Sunday, April 26, 2009

Book Partying in Woodside

VM and JF hosted a book party for me at their lovely apartment in Woodside last night. It was a spendidly casual and friendly affair, with plenty to eat and drink, and good talk to be had. Friends from my school mingled with friends from my other life, and the two worlds did not collide, but met on the common ground of a warm spring evening. Windows were thrown open. A police siren blared its passage through my reading at one point, but it was received like a needle by the fabric of the evening. Someone has just returned from Paris. Someone else returned from Japan with viral pnuemonia. And yet another person cycled to MoMA that afternoon and back, for it was the kind of day when one would cycle across the bridge into Manhattan.
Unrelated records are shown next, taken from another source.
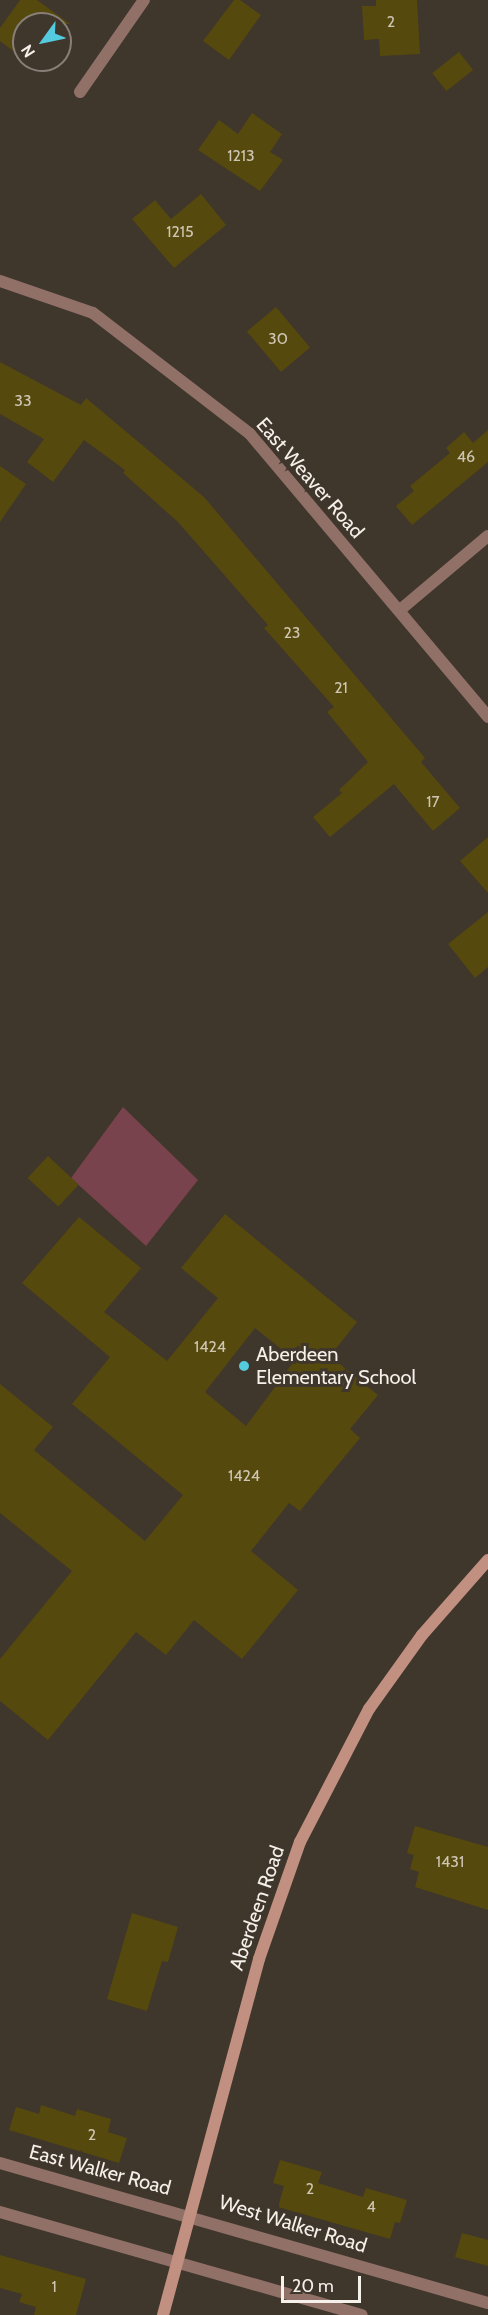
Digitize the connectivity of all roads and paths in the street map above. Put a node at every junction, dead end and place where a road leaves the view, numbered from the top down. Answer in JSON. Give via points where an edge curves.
{"nodes":[{"id":1,"x":144,"y":0,"type":"edge"},
{"id":2,"x":80,"y":92,"type":"dead end"},
{"id":3,"x":0,"y":281,"type":"edge"},
{"id":4,"x":488,"y":536,"type":"edge"},
{"id":5,"x":400,"y":610,"type":"junction"},
{"id":6,"x":488,"y":717,"type":"edge"},
{"id":7,"x":488,"y":1560,"type":"edge"},
{"id":8,"x":0,"y":2163,"type":"edge"},
{"id":9,"x":0,"y":2212,"type":"edge"},
{"id":10,"x":190,"y":2214,"type":"junction"},
{"id":11,"x":177,"y":2265,"type":"junction"},
{"id":12,"x":488,"y":2303,"type":"edge"},
{"id":13,"x":163,"y":2315,"type":"edge"},
{"id":14,"x":362,"y":2315,"type":"edge"}],
"edges":[{"from":1,"to":2,"type":"street"},
{"from":3,"to":5,"type":"street","name":"East Weaver Road","via":[[93,313],[250,434]]},
{"from":4,"to":5,"type":"street"},
{"from":5,"to":6,"type":"street","name":"East Weaver Road"},
{"from":7,"to":10,"type":"main road","name":"Aberdeen Road","via":[[422,1635],[369,1709],[304,1834],[259,1959]]},
{"from":8,"to":10,"type":"street","name":"East Walker Road"},
{"from":9,"to":11,"type":"street"},
{"from":10,"to":11,"type":"main road","name":"Aberdeen Road"},
{"from":10,"to":12,"type":"street","name":"West Walker Road"},
{"from":11,"to":13,"type":"main road","name":"Aberdeen Road"},
{"from":11,"to":14,"type":"street"}]}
Someone was there who represented a past love. Others came as husbands, and then became their own persons. Someone gave out flyers to his coming solo art exhibition. Someone else gave out namecards for the journal he edits. Someone brought a delicious pumpkin cake, and now I remember pumpkin cake as well as a dead daughter when I think of her. Someone loved the Thai desserts I brought from Sripraphai. Someone just came from a music rehearsal and is looking for a new neighborhood, Brooklyn or Queens, to retire to. Someone used to be a literary agent in Paris, and then a banker in New York, and now works for herself as a financial consultant. Someone who sculpts married the man who showed her work in his gallery.

Someone took advance orders for my book, since it is still with the printers and is now expected to be out only in mid-May. Somone who plays cover for a band whose name I cannot remember helped someone else to bring food in from the kitchen. Someone is always so chic, and I wonder if she is lesbian. Someone else is always so self-assured, and I wonder if he is gay. Two someones are graphic designers, one working, one not. Someone, who is lesbian, had a child with a gay man. Someone is waiting for the Boston Review to publish her review of Marie Howe. Someone loved the chocolate fudge. Someone else congratulated me on hitting the right note in my reading.

After I left the party, and fretted about not helping VM and JF with the cleaning up, someone said they would probably just go to bed, and leave everything to tomorrow, and how European that was, and how wonderful that was. That somone said he could never do that. Someone else said good-bye, and left us for the train. He had missed another party to attend this one.

Back in my apartment, someone said how wonderful a party it was. Someone repeated again the evening felt European in its civility. Somone else said that only in New York could you get such a diverse group of people together. I agreed, and someone else said that is why he loves New York.